Snider, who lives in Longmeadow, will be honored at a luncheon at the Marriott Boston Cambridge Oct. 23. The Alpha-1 Foundation will present Snider with a lifetime achievement award at the event, expected to be attended by more than 100 of his colleagues and researchers he trained.
Snider and colleagues showed that normal white blood cells called neutrophils can destroy lung tissue and create emphysema, one of the major causes of death in the United States and the world.
"Probably Gordon's biggest accomplishment was showing that neutrophil elastase has the capacity to create emphysema in animal models," said Steven Shapiro, MD. "His group and other pioneered this concept and changed the focus of pulmonary research."
Shapiro, formerly of the Harvard School of Public Health and Brigham and Women's Hospital, is professor and chair of the Department of Medicine at the University of Pittsburgh.

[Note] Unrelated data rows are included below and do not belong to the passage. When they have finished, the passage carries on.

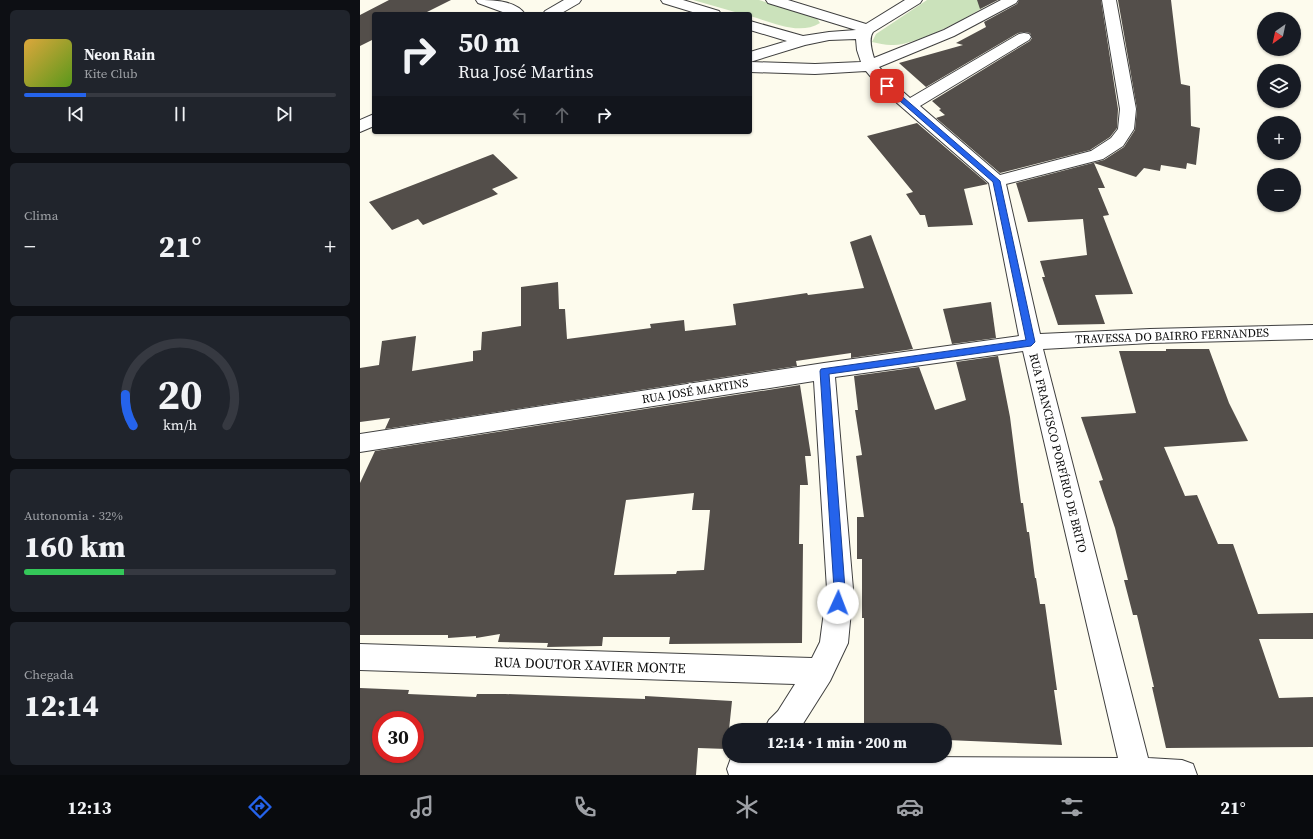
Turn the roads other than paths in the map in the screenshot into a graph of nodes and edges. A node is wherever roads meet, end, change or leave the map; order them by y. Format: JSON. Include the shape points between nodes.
{"nodes":[{"id":1,"x":475,"y":0,"type":"edge"},
{"id":2,"x":484,"y":0,"type":"edge"},
{"id":3,"x":510,"y":0,"type":"edge"},
{"id":4,"x":574,"y":0,"type":"edge"},
{"id":5,"x":668,"y":0,"type":"edge"},
{"id":6,"x":773,"y":0,"type":"edge"},
{"id":7,"x":915,"y":0,"type":"edge"},
{"id":8,"x":1011,"y":0,"type":"edge"},
{"id":9,"x":1109,"y":0,"type":"edge"},
{"id":10,"x":503,"y":12,"type":"edge"},
{"id":11,"x":521,"y":12,"type":"edge"},
{"id":12,"x":523,"y":12,"type":"edge"},
{"id":13,"x":553,"y":12,"type":"edge"},
{"id":14,"x":707,"y":12,"type":"edge"},
{"id":15,"x":752,"y":26,"type":"edge"},
{"id":16,"x":866,"y":31,"type":"junction"},
{"id":17,"x":1024,"y":37,"type":"dead end"},
{"id":18,"x":802,"y":41,"type":"junction"},
{"id":19,"x":752,"y":56,"type":"edge"},
{"id":20,"x":869,"y":66,"type":"junction"},
{"id":21,"x":752,"y":67,"type":"edge"},
{"id":22,"x":910,"y":105,"type":"junction"},
{"id":23,"x":372,"y":120,"type":"edge"},
{"id":24,"x":360,"y":127,"type":"edge"},
{"id":25,"x":996,"y":181,"type":"junction"},
{"id":26,"x":1313,"y":332,"type":"edge"},
{"id":27,"x":1031,"y":342,"type":"junction"},
{"id":28,"x":824,"y":371,"type":"junction"},
{"id":29,"x":360,"y":443,"type":"edge"},
{"id":30,"x":360,"y":657,"type":"edge"},
{"id":31,"x":820,"y":672,"type":"junction"},
{"id":32,"x":786,"y":723,"type":"edge"},
{"id":33,"x":744,"y":767,"type":"edge"},
{"id":34,"x":1137,"y":774,"type":"edge"},
{"id":35,"x":1182,"y":775,"type":"edge"}],
"edges":[{"from":1,"to":10,"type":"street"},
{"from":2,"to":11,"type":"street"},
{"from":3,"to":12,"type":"street"},
{"from":4,"to":13,"type":"street"},
{"from":5,"to":14,"type":"street"},
{"from":6,"to":16,"type":"street"},
{"from":7,"to":16,"type":"street"},
{"from":8,"to":20,"type":"street","via":[[949,33]]},
{"from":9,"to":25,"type":"street","via":[[1128,109],[1126,129],[1117,142],[1097,155]]},
{"from":15,"to":18,"type":"street"},
{"from":16,"to":18,"type":"street"},
{"from":16,"to":20,"type":"street","via":[[863,42]]},
{"from":17,"to":22,"type":"street"},
{"from":18,"to":19,"type":"street"},
{"from":20,"to":21,"type":"street","via":[[815,69]]},
{"from":20,"to":22,"type":"street","via":[[887,86]]},
{"from":22,"to":25,"type":"street"},
{"from":23,"to":24,"type":"street"},
{"from":25,"to":27,"type":"street","name":"RUA FRANCISCO PORFÍRIO DE BRITO"},
{"from":26,"to":27,"type":"street","name":"TRAVESSA DO BAIRRO FERNANDES","via":[[1166,335]]},
{"from":27,"to":28,"type":"street","name":"RUA JOSÉ MARTINS"},
{"from":27,"to":34,"type":"street","name":"RUA FRANCISCO PORFÍRIO DE BRITO"},
{"from":28,"to":29,"type":"street","name":"RUA JOSÉ MARTINS"},
{"from":28,"to":31,"type":"street","via":[[840,589],[834,643]]},
{"from":30,"to":31,"type":"street","name":"RUA DOUTOR XAVIER MONTE"},
{"from":31,"to":32,"type":"street"},
{"from":33,"to":34,"type":"street"},
{"from":34,"to":35,"type":"street"}]}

Snider's discovery led him to study alpha-1 antitrypsin, the major "anti-elastase" in the lung, which normally prevents lung damages from neutrophils. He published many studies on Alpha-1 Antitrypsin Deficiency, a genetic condition in which low levels of the Alpha-1 protein often lead to severe emphysema, even in people who never smoked.
Snider served for a decade on the Alpha-1 Foundation board of directors and is currently a member of its medical and scientific advisory committee. The event will also be a fundraiser to support future conferences of the Foundation's Gordon L. Snider Critical Issues workshop Series.